Doch die Kindheit ist nun vorbei. Jetzt sind Sie erwachsen. Sie können ihr Leben in die eigenen Hände nehmen und sich selbst mit Nahrung, Wohnraum, Schutz und Liebe versorgen. Sie sterben nicht mehr ohne die Eltern!
Dieses Wissen ist die Voraussetzung für den Mut Nein zu sagen und Grenzen zu setzen. Selbst wenn sich dadurch jemand verletzt fühlt und sich zurückzieht werden Sie überleben. Da können Sie ganz sicher sein. Natürlich ist es schmerzhaft eventuell einen Menschen zu verlieren aber Sie werden es verkraften, da es nicht mehr essentiell ist. Und mal ganz ehrlich, was für eine Beziehung ist das denn, die zerbricht, weil Sie zu sich stehen und sich ganz leben? Auf diese Art von Beziehung würde ich verzichten, da diese wiederum sehr einseitig ist und der andere Sie in Ihrem Wesen nicht toleriert und wertschätzt, ähnlich wie die Eltern damals.
Es gibt viele gute Bücher zum Thema Nein sagen und auch zum Thema Selbstwert. Die Informationen darin finde ich gut, nur wirken diese auf der kognitiven Ebene. Zur Heilung braucht es Gefühle, Mitgefühl und Zeuge werden für die „Missstände“, Verletzungen und den Mangel damals. Der Anteil möchte endlich für „wahr“ genommen werden.
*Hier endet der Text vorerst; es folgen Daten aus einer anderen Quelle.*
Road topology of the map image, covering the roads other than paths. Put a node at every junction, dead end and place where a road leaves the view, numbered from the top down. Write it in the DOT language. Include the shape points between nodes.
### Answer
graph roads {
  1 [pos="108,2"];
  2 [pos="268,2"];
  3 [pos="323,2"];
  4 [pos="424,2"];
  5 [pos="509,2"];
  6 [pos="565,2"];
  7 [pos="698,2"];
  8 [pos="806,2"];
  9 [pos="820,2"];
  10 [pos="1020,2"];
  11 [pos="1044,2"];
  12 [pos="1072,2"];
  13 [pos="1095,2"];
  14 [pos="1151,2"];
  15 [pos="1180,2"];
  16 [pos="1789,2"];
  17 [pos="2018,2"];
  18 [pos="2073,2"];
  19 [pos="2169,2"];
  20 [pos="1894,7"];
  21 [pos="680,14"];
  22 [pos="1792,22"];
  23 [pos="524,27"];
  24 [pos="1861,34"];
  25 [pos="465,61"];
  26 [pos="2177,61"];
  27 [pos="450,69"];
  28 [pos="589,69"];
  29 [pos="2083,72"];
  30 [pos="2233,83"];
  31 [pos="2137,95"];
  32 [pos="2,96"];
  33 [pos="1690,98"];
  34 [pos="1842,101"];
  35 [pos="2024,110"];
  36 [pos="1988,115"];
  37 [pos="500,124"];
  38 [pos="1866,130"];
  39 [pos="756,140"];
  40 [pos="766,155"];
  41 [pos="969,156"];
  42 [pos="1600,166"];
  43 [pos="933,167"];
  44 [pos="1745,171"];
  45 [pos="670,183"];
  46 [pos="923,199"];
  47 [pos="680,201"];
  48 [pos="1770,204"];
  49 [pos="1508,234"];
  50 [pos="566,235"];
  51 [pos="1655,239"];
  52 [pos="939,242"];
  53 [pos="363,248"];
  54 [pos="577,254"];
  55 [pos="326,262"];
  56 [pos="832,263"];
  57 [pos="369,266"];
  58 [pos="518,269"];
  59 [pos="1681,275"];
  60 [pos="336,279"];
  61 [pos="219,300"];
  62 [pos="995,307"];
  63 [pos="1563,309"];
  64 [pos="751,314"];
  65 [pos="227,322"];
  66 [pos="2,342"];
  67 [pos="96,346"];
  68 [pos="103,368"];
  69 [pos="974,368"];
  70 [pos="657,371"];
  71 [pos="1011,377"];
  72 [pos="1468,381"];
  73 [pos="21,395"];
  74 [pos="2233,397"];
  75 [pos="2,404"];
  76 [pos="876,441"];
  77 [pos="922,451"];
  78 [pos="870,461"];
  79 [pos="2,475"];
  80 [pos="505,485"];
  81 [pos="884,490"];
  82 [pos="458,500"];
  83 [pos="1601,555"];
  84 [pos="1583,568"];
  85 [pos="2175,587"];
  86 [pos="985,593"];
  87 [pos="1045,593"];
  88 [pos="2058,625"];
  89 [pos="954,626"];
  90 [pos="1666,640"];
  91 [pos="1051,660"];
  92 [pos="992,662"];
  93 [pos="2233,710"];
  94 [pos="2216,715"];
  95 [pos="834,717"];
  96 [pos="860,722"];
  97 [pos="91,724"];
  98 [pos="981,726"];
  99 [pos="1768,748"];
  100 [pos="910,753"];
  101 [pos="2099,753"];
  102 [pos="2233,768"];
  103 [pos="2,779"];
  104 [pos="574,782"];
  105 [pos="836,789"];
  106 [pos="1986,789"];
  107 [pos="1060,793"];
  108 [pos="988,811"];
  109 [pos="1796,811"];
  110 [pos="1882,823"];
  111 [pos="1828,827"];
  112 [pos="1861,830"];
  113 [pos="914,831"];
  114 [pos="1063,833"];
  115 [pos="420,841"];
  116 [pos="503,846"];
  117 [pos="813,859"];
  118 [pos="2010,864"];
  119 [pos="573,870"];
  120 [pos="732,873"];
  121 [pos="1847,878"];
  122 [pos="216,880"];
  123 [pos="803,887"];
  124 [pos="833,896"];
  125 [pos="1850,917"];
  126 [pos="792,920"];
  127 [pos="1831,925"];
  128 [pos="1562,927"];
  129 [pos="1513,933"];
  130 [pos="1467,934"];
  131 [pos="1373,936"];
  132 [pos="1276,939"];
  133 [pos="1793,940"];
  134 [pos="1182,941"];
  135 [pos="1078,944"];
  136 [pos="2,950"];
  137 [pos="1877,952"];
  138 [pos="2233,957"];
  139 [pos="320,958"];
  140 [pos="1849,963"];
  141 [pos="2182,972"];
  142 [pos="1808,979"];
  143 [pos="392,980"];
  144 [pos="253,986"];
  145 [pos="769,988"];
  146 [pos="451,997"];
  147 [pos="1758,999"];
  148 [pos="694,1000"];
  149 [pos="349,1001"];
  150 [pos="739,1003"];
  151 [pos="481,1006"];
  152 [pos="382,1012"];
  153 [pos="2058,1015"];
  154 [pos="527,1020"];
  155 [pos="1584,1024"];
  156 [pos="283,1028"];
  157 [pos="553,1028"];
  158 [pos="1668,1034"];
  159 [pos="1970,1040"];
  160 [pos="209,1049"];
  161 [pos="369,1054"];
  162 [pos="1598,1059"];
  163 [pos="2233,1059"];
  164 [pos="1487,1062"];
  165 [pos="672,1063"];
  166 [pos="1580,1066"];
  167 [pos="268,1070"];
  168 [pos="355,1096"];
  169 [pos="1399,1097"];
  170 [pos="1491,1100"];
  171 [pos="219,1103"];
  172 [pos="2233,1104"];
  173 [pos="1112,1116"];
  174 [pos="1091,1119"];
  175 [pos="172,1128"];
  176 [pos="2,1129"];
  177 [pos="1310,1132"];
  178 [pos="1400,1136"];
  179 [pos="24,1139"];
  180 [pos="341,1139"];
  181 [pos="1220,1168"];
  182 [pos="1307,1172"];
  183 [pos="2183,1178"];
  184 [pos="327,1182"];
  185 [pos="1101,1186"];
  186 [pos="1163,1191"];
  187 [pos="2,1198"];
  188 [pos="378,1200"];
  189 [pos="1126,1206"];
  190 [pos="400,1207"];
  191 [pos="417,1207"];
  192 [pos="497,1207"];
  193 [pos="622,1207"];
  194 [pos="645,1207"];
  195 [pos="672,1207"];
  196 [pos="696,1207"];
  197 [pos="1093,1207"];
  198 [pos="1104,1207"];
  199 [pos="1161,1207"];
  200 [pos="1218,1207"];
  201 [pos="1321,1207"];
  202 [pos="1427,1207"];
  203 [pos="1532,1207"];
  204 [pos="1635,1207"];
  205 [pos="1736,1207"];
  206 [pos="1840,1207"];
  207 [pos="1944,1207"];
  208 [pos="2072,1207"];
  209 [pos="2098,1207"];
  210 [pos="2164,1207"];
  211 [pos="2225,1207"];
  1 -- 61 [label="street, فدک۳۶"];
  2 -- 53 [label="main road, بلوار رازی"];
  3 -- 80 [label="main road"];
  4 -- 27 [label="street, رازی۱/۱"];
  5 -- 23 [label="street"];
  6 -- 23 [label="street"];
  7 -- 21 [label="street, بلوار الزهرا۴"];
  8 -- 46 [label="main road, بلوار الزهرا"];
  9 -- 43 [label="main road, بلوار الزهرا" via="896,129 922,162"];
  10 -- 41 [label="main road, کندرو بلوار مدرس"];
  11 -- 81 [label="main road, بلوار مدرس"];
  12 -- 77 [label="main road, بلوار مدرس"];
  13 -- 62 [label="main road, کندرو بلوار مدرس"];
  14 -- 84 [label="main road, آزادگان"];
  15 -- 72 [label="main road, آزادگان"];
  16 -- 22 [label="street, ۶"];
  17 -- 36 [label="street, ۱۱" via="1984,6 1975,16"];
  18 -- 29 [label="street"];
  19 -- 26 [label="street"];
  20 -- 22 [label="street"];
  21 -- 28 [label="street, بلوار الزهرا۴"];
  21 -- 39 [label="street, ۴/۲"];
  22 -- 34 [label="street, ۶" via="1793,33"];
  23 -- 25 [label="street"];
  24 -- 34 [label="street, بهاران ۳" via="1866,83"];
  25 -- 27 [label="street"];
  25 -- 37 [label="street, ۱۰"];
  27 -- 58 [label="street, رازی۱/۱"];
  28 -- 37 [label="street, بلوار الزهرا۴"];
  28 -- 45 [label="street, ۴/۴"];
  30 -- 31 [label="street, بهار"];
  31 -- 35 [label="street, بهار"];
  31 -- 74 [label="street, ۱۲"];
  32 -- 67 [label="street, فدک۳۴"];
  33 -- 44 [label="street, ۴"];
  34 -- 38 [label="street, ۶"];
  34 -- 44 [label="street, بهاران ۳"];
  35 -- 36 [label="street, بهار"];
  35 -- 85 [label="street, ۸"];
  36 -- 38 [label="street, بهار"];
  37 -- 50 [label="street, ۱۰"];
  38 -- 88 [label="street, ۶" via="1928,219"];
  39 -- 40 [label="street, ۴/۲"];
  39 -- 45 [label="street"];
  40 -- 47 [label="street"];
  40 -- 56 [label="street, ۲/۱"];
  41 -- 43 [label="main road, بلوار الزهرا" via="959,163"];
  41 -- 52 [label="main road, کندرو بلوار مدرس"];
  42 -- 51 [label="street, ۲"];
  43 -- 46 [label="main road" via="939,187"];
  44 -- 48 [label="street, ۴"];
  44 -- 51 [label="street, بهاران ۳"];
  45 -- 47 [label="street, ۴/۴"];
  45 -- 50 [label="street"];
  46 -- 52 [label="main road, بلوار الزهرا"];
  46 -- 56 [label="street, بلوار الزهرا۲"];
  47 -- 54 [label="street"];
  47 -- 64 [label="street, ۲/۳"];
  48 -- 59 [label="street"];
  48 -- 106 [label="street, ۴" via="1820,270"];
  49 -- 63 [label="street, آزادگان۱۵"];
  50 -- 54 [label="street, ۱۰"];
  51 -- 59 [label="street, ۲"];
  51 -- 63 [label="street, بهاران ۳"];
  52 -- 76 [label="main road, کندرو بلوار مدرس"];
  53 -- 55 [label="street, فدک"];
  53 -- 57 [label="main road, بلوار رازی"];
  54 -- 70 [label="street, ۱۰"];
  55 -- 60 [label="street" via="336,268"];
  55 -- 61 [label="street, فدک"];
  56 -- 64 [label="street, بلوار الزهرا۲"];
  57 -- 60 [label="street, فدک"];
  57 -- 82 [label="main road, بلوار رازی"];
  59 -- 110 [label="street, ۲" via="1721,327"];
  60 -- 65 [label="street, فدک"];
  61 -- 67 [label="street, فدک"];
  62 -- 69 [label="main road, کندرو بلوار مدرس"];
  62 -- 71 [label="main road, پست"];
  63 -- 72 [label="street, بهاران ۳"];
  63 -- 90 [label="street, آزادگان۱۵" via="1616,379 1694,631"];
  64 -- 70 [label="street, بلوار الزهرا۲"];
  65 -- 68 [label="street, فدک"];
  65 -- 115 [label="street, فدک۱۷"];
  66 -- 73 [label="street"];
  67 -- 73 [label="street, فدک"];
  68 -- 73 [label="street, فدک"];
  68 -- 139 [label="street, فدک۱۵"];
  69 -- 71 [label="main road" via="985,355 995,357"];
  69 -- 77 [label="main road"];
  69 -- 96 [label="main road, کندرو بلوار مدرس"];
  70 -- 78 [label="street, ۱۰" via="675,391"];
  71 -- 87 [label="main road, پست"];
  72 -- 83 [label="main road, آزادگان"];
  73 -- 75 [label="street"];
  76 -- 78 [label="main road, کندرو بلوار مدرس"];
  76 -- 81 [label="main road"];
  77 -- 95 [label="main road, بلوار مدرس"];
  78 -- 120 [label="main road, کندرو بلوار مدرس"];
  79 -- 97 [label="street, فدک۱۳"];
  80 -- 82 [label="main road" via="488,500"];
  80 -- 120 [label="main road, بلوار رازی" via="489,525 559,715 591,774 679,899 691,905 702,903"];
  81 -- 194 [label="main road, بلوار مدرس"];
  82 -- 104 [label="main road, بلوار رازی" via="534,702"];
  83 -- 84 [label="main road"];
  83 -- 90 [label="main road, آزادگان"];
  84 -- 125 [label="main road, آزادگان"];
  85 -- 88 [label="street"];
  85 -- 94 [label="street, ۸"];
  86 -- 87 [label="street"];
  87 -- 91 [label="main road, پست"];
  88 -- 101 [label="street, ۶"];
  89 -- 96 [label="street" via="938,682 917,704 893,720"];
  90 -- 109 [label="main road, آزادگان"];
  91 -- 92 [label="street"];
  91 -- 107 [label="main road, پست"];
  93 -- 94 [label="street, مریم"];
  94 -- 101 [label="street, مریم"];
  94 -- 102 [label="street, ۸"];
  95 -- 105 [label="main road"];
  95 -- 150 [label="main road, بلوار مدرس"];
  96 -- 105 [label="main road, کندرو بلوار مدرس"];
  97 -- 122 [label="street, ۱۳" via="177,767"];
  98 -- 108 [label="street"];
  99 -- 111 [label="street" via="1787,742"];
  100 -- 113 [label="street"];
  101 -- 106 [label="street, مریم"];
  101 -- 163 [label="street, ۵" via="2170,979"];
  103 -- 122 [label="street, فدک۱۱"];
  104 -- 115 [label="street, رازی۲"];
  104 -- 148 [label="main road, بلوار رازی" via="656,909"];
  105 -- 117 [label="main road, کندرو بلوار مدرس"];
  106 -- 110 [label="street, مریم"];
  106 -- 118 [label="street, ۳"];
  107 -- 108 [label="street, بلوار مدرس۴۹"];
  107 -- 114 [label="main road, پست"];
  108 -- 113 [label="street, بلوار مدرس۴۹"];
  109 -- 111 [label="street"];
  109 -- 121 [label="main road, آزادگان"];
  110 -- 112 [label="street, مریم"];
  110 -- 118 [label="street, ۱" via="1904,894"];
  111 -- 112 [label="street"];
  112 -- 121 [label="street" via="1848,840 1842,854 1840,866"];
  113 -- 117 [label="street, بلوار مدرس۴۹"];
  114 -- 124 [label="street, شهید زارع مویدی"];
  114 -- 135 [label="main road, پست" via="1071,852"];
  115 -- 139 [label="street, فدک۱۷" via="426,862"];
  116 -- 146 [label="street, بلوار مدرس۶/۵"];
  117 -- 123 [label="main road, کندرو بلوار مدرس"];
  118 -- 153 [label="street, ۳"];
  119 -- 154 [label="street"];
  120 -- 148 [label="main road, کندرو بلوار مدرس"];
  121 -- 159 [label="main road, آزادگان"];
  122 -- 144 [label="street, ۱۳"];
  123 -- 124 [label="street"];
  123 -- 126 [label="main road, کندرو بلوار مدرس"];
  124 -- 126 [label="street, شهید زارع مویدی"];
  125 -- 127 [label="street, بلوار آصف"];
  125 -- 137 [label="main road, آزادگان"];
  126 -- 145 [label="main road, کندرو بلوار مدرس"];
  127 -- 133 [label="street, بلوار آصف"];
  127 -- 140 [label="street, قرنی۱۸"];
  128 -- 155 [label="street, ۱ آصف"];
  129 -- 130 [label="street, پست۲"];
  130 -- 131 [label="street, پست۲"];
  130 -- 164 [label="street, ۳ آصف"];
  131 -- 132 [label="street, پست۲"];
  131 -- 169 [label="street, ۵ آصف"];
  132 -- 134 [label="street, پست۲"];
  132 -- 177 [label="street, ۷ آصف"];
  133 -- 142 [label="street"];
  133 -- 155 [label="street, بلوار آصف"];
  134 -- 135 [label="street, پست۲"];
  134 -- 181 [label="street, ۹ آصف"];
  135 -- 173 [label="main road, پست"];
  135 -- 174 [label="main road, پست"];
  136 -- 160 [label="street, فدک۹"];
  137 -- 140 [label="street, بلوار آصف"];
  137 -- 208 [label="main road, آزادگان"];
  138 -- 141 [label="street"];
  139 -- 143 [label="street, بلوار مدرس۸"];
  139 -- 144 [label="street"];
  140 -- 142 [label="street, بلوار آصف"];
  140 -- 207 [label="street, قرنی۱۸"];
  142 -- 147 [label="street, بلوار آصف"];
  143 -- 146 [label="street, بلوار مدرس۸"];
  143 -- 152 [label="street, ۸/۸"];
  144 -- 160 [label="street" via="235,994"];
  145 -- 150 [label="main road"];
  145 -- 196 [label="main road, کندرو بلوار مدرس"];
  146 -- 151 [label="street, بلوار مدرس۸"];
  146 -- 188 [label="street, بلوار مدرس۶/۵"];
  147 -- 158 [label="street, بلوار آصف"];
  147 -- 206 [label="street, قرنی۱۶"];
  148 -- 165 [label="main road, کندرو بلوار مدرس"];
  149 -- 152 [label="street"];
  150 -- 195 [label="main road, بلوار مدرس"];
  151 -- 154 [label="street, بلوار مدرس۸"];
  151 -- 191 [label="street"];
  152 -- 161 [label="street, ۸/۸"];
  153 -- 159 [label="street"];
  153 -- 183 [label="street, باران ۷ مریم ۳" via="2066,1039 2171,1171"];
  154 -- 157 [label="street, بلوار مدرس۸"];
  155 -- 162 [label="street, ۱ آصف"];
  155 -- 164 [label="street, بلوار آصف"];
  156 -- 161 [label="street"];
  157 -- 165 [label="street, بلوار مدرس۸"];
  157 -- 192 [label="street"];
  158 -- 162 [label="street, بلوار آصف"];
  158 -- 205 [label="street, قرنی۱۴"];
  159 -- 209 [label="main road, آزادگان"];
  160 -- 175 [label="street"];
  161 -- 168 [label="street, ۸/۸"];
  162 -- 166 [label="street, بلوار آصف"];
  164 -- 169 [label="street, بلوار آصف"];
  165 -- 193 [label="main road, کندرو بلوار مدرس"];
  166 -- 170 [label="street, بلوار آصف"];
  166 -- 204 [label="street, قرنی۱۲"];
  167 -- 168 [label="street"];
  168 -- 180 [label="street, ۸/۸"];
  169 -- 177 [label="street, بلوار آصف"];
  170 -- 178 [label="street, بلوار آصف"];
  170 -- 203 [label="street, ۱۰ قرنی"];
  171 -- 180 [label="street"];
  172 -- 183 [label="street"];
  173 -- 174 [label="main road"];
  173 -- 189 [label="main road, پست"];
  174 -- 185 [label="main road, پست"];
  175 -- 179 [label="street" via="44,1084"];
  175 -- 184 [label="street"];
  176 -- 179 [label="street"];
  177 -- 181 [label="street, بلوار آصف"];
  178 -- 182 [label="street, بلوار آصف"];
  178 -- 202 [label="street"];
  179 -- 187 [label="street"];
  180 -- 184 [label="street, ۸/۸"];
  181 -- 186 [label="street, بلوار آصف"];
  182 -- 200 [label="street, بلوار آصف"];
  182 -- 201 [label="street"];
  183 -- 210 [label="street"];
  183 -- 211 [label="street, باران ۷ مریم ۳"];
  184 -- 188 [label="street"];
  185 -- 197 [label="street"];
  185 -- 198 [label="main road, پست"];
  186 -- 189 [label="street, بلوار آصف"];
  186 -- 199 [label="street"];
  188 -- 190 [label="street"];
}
Um in diese Verbindung mit dem Inneren Kind zu kommen, mit all den schönen Seiten und auch den Schattenseiten, Mitgefühl entwickeln zu können, ist oftmals therapeutische Hilfe notwendig. Denn neben dem Inneren Kind und dem Erwachsenen gibt es auch den Kritiker oder auch „Eltern-Ich“ genannt. Dieser Anteil verhält sich wie die Eltern damals, kritisiert und gängelt, nörgelt und meint zu wissen was gut und was schlecht ist.
Er hockt an der Grenze zur neuen Erfahrung von Selbstbestimmung und sorgt dafür das mutige Ziel nie zu erreichen.
Viele Menschen lesen Dutzende gute Bücher und kommen nicht vorwärts. Das neue Wissen fühlt sich gut an, scheitert aber immer wieder in der Praxis von wirklichen Beziehungen. Die Themen Selbstwert, Nein sagen und Grenzen setzen dürfen, sind tiefe psychische Themen. Sie haben eine klare Herkunft und einen wichtigen Prozess in Richtung Zukunft.
Seien Sie es sich „selbst Wert“ und lassen Sie sich unterstützen. Das ist der Start zum JA zu sich selbst und Nein sagen nach außen.
"Es ist leichter Probleme zu lösen, als mit ihnen zu leben."